───── DATA EXCERPTS

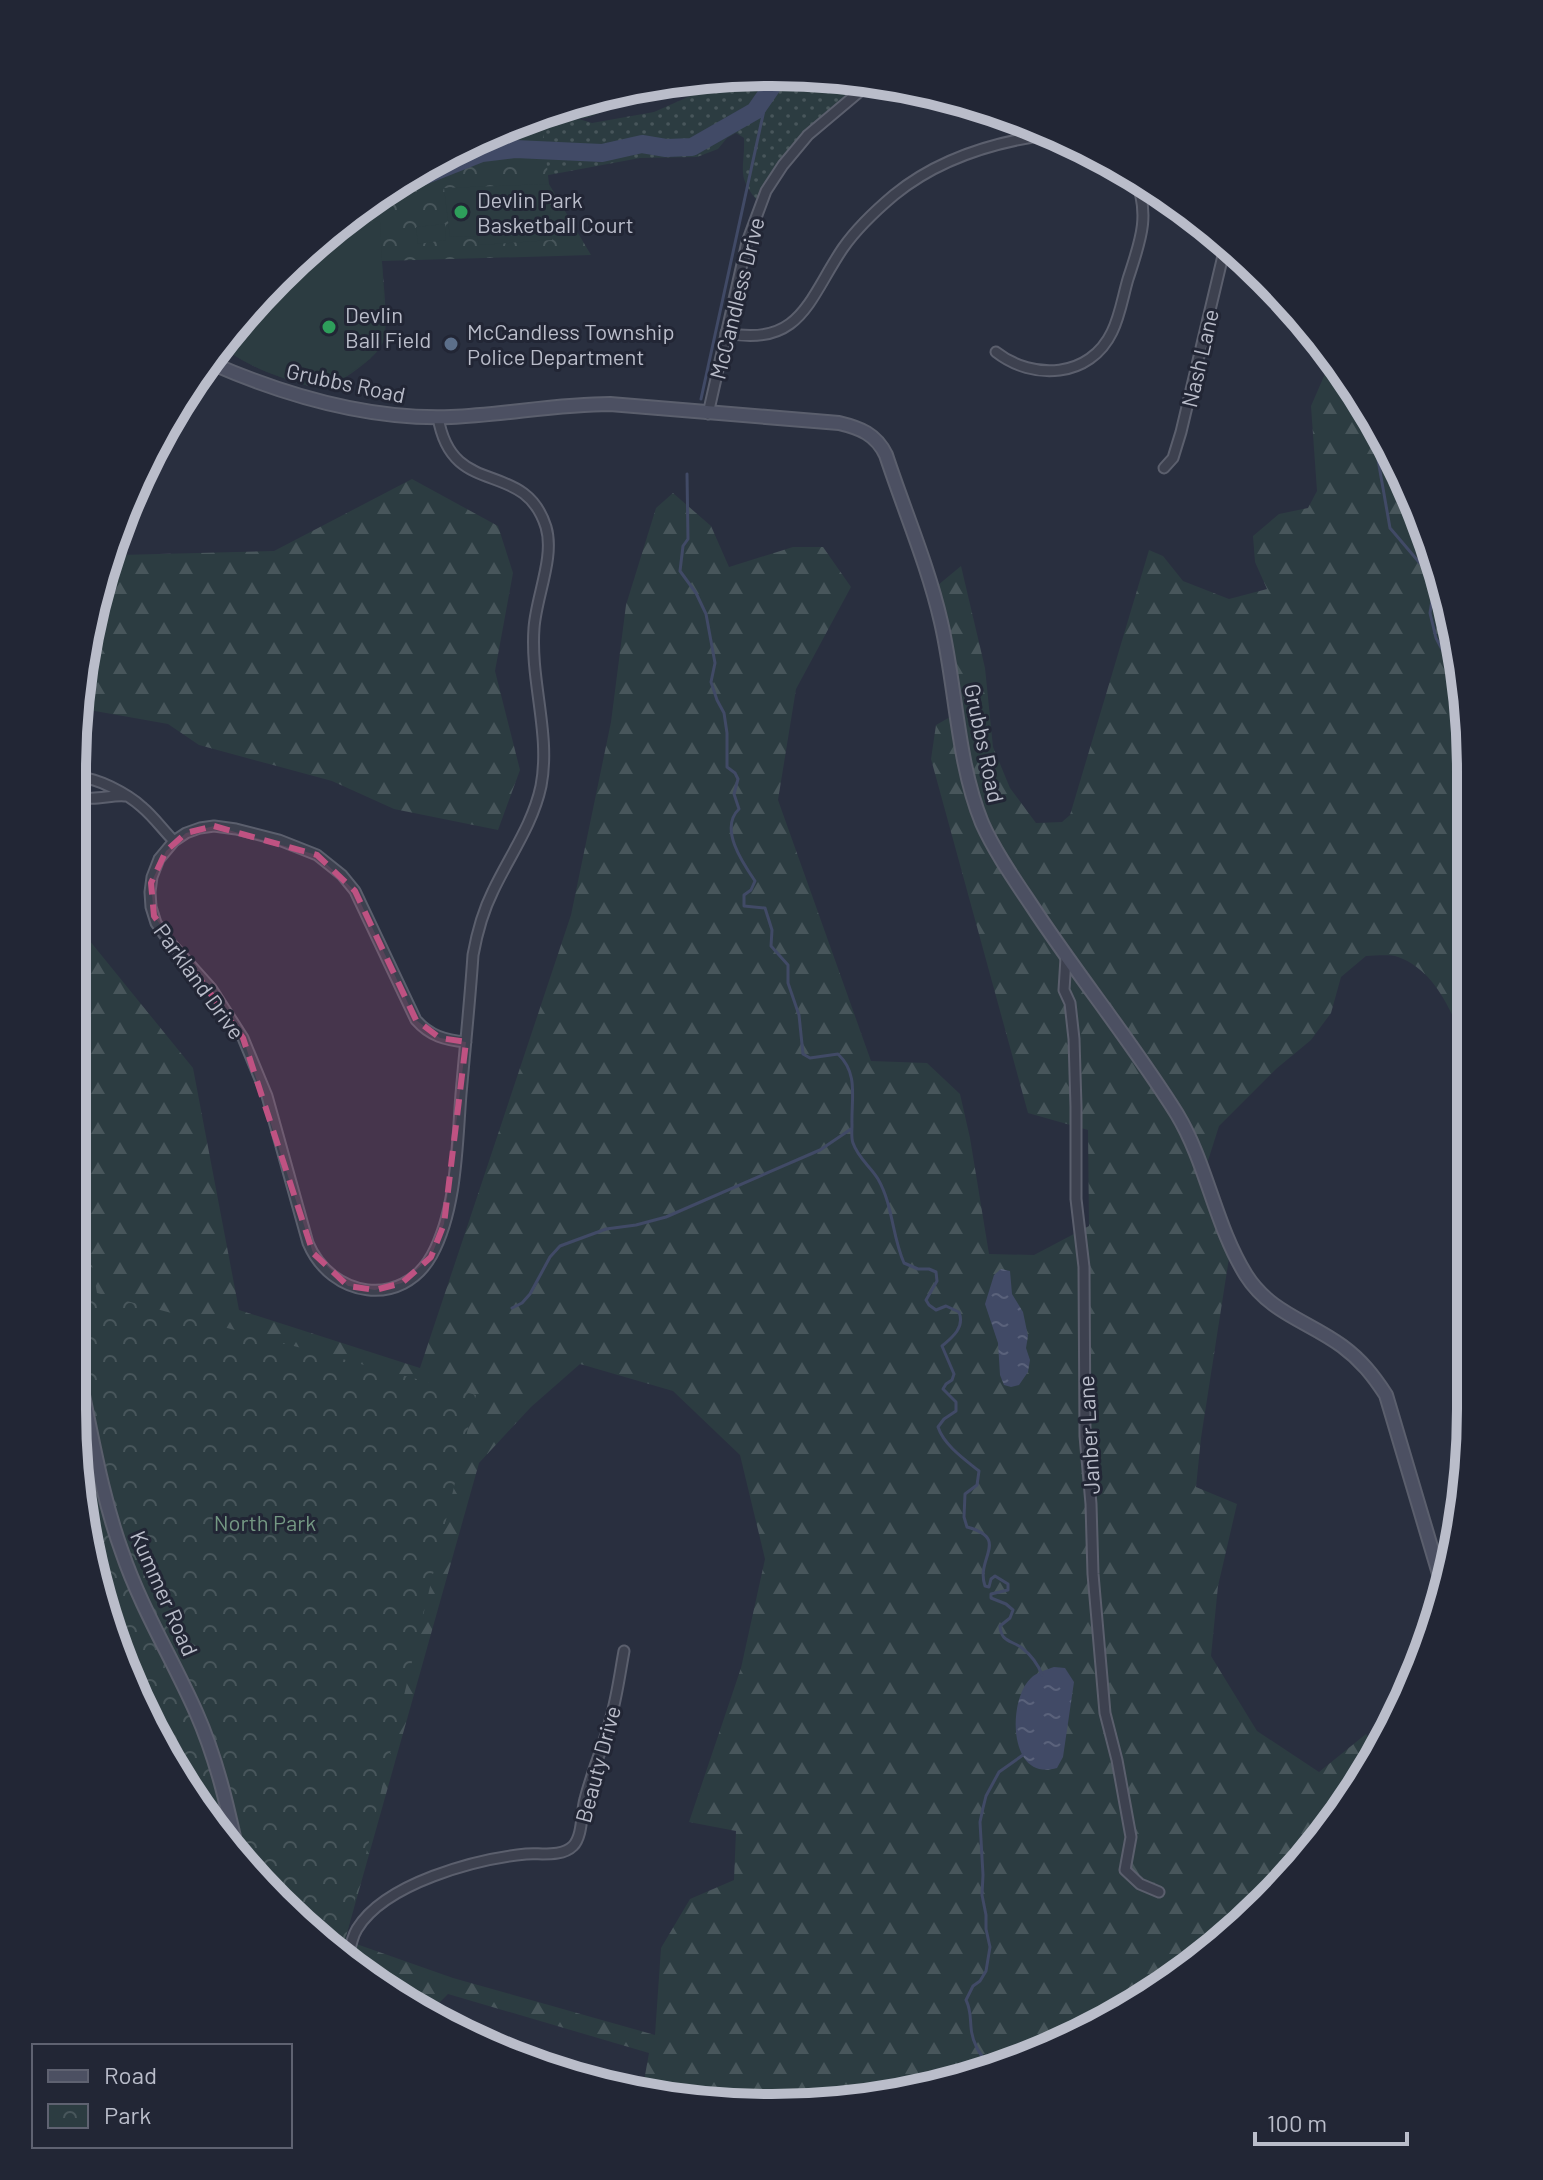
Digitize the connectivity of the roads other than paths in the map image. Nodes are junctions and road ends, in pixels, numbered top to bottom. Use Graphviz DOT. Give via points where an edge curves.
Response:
graph roads {
  1 [pos="859,92"];
  2 [pos="1034,138"];
  3 [pos="1140,195"];
  4 [pos="1223,256"];
  5 [pos="726,333"];
  6 [pos="996,352"];
  7 [pos="219,366"];
  8 [pos="708,414"];
  9 [pos="438,417"];
  10 [pos="1164,468"];
  11 [pos="86,777"];
  12 [pos="125,796"];
  13 [pos="86,798"];
  14 [pos="174,841"];
  15 [pos="1066,958"];
  16 [pos="466,1042"];
  17 [pos="86,1410"];
  18 [pos="1438,1570"];
  19 [pos="624,1651"];
  20 [pos="233,1831"];
  21 [pos="1159,1892"];
  22 [pos="350,1949"];
  1 -- 5 [label="street, McCandless Drive" via="808,135 770,184 747,242"];
  2 -- 5 [label="street" via="964,155 915,180 856,230 793,322 759,336"];
  3 -- 6 [label="street" via="1143,226 1116,322 1103,345 1087,360 1059,371 1022,367"];
  4 -- 10 [label="street, Nash Lane" via="1181,432"];
  5 -- 8 [label="street, McCandless Drive"];
  7 -- 9 [label="street, Grubbs Road" via="332,404"];
  8 -- 9 [label="street, Grubbs Road" via="599,404"];
  8 -- 15 [label="street, Grubbs Road" via="839,423 869,433 882,446 936,604 982,822"];
  9 -- 16 [label="street, Parkland Drive" via="446,447 460,464 511,485 528,498 542,517 548,547 533,642 541,784 481,921"];
  11 -- 12 [label="street"];
  12 -- 13 [label="street"];
  12 -- 14 [label="street"];
  14 -- 16 [label="street" via="193,830 221,827 291,844 328,862 355,891 416,1020 440,1038"];
  14 -- 16 [label="street, Parkland Drive" via="159,859 151,883 156,923 211,988 243,1038 264,1088 308,1243 317,1261 340,1282 366,1290 396,1286 431,1257 453,1183"];
  15 -- 18 [label="street, Grubbs Road" via="1186,1131 1246,1275 1262,1296 1367,1367 1386,1395"];
  15 -- 21 [label="street, Janber Lane" via="1064,990 1074,1039 1076,1199 1084,1267 1085,1436 1105,1713 1131,1837 1125,1870"];
  17 -- 20 [label="street, Kummer Road" via="109,1515 141,1600 207,1739"];
  19 -- 22 [label="street, Beauty Drive" via="574,1846 559,1853 480,1861 427,1878 370,1913 355,1932"];
}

──────────

Work out how many lines of the records contain the word "Parkland". Give that number and nothing more.

EXERCISE RESULT ▸ 2